TASK TO COMPLETE: Count every line of the material that holds the string "الفروسية". Respond with the total only.

ENTRIES PROVIDED:

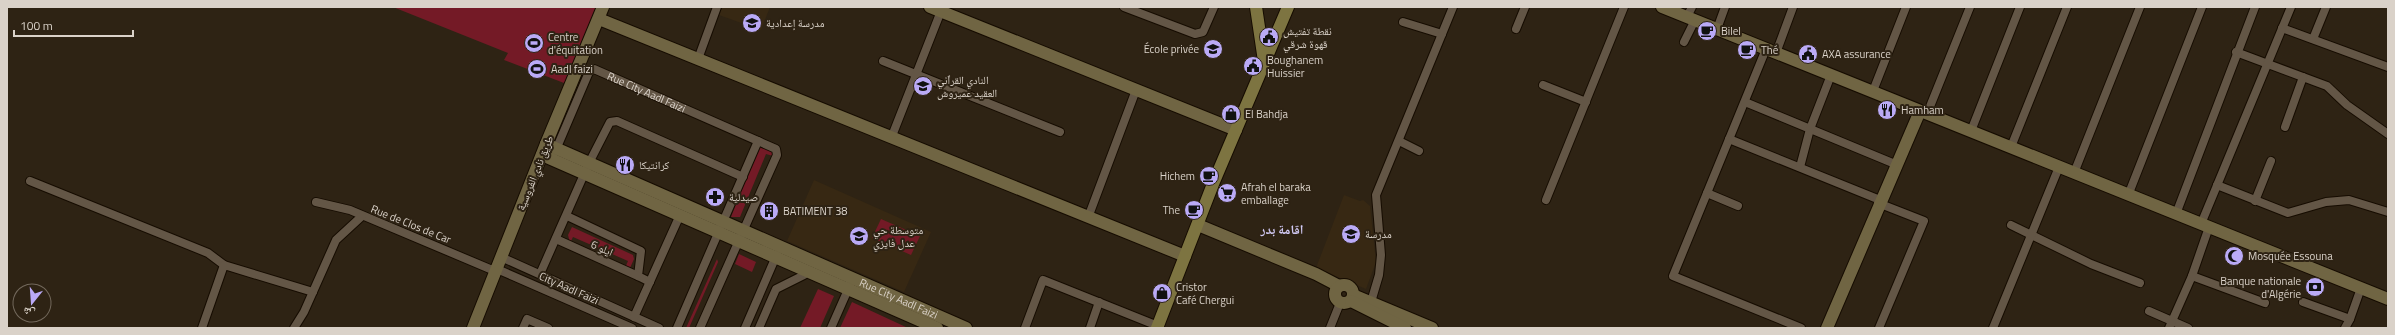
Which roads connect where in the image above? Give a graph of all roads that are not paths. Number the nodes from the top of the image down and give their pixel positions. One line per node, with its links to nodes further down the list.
1 (604, 7): 24 (main road, طريق نادي الفروسية)
2 (718, 7): 36 (street)
3 (1124, 7): 4 (street)
4 (1214, 7)
5 (1256, 7): 25 (main road); 38 (main road)
6 (1453, 7): 30 (street)
7 (1525, 7): 28 (street)
8 (1624, 7): 47 (street)
9 (1662, 7): 23 (main road)
10 (1725, 7): 29 (street)
11 (1793, 7): 34 (street)
12 (1906, 7): 46 (street)
13 (1970, 7): 49 (street)
14 (2020, 7): 54 (street)
15 (2066, 7): 60 (street)
16 (2140, 7): 68 (street)
17 (2202, 7): 73 (street)
18 (2254, 7): 35 (street)
19 (2291, 7): 27 (street)
20 (2326, 7): 31 (street)
21 (936, 9): 41 (street); 45 (main road)
22 (1286, 12): 25 (main road); 33 (main road)
23 (1691, 15): 29 (main road); 32 (street)
24 (598, 19): 36 (main road); 62 (main road, طريق نادي الفروسية)
25 (1263, 21): 33 (main road)
26 (1403, 22): 30 (street)
27 (2282, 28): 31 (street); 39 (street)
28 (1516, 29)
29 (1717, 29): 34 (main road)
30 (1442, 34): 59 (street)
31 (2313, 39): 40 (street)
32 (1684, 42)
33 (1271, 45): 38 (main road)
34 (1771, 51): 42 (main road); 48 (street)
35 (2236, 52): 39 (street); 80 (street)
36 (698, 59): 56 (main road)
37 (883, 61): 41 (street)
38 (1264, 62): 52 (main road)
39 (2267, 64): 43 (street); 71 (street)
40 (2388, 67)
41 (916, 73): 53 (street); 56 (street)
42 (1831, 75): 46 (main road); 51 (street)
43 (2303, 77): 50 (street); 55 (street)
44 (1543, 85): 47 (street)
45 (1136, 90): 52 (main road); 82 (street)
46 (1873, 91): 49 (main road)
47 (1586, 102): 74 (street)
48 (1744, 102): 51 (street); 57 (street)
49 (1923, 112): 54 (main road); 64 (main road)
50 (2285, 127)
51 (1810, 129): 64 (street); 67 (street)
52 (1236, 130): 88 (main road)
53 (1060, 132)
54 (1971, 132): 60 (main road)
55 (2388, 134)
56 (892, 136): 82 (main road)
57 (1729, 139): 67 (street); 72 (street)
58 (758, 141): 62 (street, Rue City Aadl Faizi); 69 (street); 90 (street, Rue City Aadl Faizi)
59 (1399, 141): 61 (street); 110 (street)
60 (2011, 147): 65 (main road)
61 (1419, 151)
62 (549, 152): 66 (main road, Rue City Aadl Faizi); 94 (main road, طريق نادي الفروسية)
63 (2271, 161): 75 (street)
64 (1895, 164): 77 (main road)
65 (2059, 166): 68 (main road); 89 (street)
66 (587, 168): 69 (street); 81 (main road, Rue City Aadl Faizi); 84 (street); 87 (main road, Rue City Aadl Faizi)
67 (1800, 168): 77 (street)
68 (2074, 173): 73 (main road)
69 (743, 177): 87 (street)
70 (30, 181): 95 (street)
71 (2217, 185): 75 (street); 85 (street)
72 (1707, 193): 78 (street); 137 (street)
73 (2129, 193): 80 (main road)
74 (1546, 200)
75 (2255, 201): 79 (street)
76 (316, 202): 83 (street, Rue de Clos de Car)
77 (1879, 202): 138 (main road); 139 (street)
78 (1738, 206)
79 (2388, 212)
80 (2176, 214): 85 (main road)
81 (680, 215): 87 (main road, Rue City Aadl Faizi); 101 (street)
82 (1089, 215): 93 (main road)
83 (362, 216): 96 (street, Rue de Clos de Car); 106 (street)
84 (567, 216): 91 (street); 99 (street)
85 (2205, 225): 100 (street); 104 (main road)
86 (2011, 226): 89 (street)
87 (722, 227): 90 (main road, Rue City Aadl Faizi); 125 (street)
88 (1197, 228): 93 (main road); 105 (main road)
89 (2031, 234): 103 (street); 140 (street)
90 (741, 235): 92 (main road, Rue City Aadl Faizi); 126 (street, Rue City Aadl Faizi)
91 (556, 239): 98 (street); 99 (street, ايلو 6)
92 (778, 252): 97 (main road, Rue City Aadl Faizi); 102 (main road, Rue City Aadl Faizi); 127 (street)
93 (1185, 256): 118 (main road)
94 (501, 257): 96 (main road, طريق نادي الفروسية); 98 (street)
95 (224, 265): 106 (street); 119 (street)
96 (496, 269): 121 (main road, طريق نادي الفروسية); 123 (street, City Aadl Faizi)
97 (806, 270): 102 (main road, Rue City Aadl Faizi); 128 (street)
98 (540, 274): 114 (street)
99 (638, 276): 101 (street)
100 (2192, 276): 112 (street); 116 (street)
101 (650, 282): 114 (street)
102 (851, 283): 129 (street, Rue City Aadl Faizi); 130 (main road, Rue City Aadl Faizi); 131 (main road, Rue City Aadl Faizi)
103 (2140, 283)
104 (2361, 288): 107 (main road); 115 (street)
105 (1337, 289): 108 (main road); 108 (main road)
106 (313, 292): 120 (street)
107 (2387, 296)
108 (1348, 300): 110 (main road); 134 (street); 135 (main road)
109 (1099, 302): 118 (street); 132 (street); 133 (street)
110 (1371, 302): 136 (main road)
111 (2303, 302): 115 (street)
112 (2265, 303)
113 (2149, 311): 116 (street)
114 (634, 317): 124 (street)
115 (2350, 319): 142 (street)
116 (2170, 325): 141 (street)
117 (545, 327): 122 (street)
118 (1157, 327)
119 (202, 328)
120 (294, 328)
121 (473, 328)
122 (523, 328)
123 (630, 328)
124 (659, 328)
125 (677, 328)
126 (700, 328)
127 (745, 328)
128 (759, 328)
129 (830, 328)
130 (937, 328)
131 (966, 328)
132 (1025, 328)
133 (1090, 328)
134 (1330, 328)
135 (1405, 328)
136 (1432, 328)
137 (1801, 328)
138 (1827, 328)
139 (1879, 328)
140 (1993, 328)
141 (2188, 328)
142 (2345, 328)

EXERCISE SOLUTION: 5